[Collected data entries]
------------------------------------

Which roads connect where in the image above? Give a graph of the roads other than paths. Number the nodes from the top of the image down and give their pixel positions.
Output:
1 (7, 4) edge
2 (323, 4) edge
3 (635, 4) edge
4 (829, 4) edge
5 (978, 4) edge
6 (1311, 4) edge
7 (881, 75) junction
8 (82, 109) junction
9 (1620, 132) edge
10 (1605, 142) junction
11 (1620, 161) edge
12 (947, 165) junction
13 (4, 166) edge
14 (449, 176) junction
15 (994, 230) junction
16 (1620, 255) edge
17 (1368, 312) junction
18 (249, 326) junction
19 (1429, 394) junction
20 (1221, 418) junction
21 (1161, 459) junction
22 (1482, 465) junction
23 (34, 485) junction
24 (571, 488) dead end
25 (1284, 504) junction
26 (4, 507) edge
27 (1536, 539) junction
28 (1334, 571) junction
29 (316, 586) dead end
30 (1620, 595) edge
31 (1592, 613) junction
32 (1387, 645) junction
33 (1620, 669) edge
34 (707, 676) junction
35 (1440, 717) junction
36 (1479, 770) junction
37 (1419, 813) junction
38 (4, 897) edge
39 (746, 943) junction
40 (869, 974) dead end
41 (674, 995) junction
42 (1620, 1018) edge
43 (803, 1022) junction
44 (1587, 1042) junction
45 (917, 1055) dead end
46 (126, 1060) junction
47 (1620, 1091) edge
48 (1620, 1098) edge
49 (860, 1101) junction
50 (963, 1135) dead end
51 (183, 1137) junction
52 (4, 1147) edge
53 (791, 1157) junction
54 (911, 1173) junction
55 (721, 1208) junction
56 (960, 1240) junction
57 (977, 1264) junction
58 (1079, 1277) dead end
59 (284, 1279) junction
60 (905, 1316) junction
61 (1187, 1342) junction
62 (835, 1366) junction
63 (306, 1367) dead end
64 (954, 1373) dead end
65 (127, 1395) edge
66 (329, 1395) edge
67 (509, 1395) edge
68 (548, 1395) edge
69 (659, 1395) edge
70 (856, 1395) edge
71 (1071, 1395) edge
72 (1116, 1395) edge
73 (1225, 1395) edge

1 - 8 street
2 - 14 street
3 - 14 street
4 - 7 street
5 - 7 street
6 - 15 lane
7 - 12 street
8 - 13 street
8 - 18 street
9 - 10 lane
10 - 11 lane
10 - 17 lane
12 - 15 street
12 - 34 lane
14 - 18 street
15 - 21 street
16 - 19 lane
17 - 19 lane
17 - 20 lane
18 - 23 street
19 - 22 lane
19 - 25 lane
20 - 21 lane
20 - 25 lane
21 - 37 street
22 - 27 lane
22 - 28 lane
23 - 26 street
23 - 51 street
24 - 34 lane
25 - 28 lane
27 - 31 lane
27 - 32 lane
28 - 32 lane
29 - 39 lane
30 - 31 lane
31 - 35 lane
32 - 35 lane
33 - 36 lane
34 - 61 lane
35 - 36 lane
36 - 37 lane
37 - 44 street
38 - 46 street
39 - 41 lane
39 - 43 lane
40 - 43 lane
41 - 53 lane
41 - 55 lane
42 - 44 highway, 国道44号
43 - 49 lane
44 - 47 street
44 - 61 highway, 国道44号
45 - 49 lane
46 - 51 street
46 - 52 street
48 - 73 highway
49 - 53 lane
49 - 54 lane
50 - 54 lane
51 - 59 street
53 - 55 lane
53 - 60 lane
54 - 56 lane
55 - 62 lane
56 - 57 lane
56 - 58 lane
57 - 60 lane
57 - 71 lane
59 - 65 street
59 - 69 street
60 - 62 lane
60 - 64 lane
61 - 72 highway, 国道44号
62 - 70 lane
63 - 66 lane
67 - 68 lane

------------------------------------

EXERCISE:
Locate the word "highway" in the records above, and return each line that has it.

EXERCISE SOLUTION:
42 - 44 highway, 国道44号
44 - 61 highway, 国道44号
48 - 73 highway
61 - 72 highway, 国道44号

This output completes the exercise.